[Records drawn from a dataset]
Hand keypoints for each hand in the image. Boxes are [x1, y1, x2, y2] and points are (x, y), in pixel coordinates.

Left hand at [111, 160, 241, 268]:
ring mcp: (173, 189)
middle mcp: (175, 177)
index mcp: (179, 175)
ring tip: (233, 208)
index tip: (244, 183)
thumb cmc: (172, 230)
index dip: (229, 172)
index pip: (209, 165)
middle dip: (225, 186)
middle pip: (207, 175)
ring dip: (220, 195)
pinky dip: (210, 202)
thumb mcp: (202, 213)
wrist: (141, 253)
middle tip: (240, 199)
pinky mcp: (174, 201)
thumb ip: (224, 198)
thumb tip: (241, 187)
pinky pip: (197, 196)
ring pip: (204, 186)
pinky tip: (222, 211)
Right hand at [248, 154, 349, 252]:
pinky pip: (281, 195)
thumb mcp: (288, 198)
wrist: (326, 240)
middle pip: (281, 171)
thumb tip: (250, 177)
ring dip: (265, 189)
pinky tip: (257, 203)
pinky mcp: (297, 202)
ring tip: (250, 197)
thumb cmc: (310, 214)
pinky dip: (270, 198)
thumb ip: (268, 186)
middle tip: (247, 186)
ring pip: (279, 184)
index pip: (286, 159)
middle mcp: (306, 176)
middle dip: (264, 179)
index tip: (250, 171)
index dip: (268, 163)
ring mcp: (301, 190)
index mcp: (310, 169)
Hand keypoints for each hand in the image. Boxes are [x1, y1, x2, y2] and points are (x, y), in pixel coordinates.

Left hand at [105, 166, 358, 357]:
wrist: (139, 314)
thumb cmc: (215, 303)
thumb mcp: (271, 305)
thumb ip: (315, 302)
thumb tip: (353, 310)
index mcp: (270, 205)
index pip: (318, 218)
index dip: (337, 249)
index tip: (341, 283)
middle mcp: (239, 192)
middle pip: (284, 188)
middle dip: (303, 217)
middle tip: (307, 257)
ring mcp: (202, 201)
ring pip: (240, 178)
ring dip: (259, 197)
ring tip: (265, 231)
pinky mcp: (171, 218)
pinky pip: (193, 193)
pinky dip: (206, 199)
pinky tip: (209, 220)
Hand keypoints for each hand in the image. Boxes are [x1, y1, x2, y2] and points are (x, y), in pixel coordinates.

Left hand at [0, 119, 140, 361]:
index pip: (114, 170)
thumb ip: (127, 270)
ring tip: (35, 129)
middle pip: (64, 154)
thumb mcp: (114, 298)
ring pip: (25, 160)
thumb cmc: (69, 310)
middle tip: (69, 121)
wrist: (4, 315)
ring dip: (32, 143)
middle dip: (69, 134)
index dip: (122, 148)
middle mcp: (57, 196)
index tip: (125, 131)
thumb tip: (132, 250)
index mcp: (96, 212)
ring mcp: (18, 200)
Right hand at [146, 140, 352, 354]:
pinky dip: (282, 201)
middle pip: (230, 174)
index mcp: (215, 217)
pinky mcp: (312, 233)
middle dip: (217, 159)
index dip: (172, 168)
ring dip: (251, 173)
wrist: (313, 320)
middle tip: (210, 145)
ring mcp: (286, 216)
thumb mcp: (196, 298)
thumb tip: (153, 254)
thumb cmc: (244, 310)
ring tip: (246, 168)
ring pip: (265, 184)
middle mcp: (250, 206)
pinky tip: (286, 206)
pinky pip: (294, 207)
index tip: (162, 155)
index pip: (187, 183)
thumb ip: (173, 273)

==

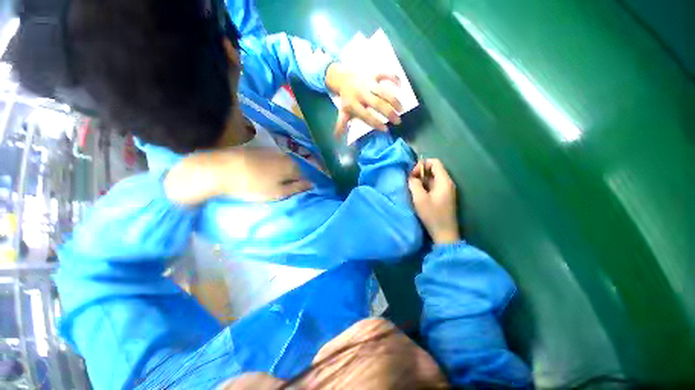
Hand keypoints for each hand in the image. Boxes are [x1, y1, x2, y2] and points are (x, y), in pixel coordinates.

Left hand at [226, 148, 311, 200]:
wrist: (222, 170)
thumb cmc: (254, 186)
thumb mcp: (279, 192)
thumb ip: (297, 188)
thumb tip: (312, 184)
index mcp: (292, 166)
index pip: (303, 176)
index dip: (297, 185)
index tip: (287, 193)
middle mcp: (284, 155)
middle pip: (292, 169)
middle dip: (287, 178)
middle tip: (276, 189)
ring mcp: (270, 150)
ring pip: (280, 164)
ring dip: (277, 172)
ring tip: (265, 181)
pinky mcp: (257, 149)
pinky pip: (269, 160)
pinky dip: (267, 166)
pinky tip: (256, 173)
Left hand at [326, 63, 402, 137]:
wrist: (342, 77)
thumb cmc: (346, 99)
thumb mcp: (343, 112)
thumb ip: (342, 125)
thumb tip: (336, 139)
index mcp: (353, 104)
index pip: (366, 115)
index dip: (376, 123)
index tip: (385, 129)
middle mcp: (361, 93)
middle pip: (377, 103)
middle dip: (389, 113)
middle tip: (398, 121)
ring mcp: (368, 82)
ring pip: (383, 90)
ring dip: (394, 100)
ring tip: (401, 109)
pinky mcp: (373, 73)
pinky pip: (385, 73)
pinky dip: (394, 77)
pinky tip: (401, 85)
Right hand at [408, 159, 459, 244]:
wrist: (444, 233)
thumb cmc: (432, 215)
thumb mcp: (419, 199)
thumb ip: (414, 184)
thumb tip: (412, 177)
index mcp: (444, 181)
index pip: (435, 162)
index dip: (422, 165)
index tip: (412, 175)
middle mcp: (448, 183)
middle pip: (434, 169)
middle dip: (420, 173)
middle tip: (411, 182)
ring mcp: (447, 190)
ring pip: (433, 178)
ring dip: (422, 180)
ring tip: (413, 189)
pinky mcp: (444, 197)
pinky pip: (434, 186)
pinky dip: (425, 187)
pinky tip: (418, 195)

What you are asked to do :: Above this instruction are the records; retype exactly the lines from the one containing "index tip: (341, 283)" up to and including the one containing "pinky tip: (209, 220)".

Output ::
index tip: (341, 283)
middle mcp: (239, 192)
middle pip: (284, 188)
middle dip: (303, 217)
middle tip: (307, 257)
ring mcp: (202, 201)
ring pip: (240, 178)
ring dip: (259, 197)
ring tip: (265, 231)
pinky mcp: (171, 218)
pinky pip: (193, 193)
pinky dip: (206, 199)
pinky tip: (209, 220)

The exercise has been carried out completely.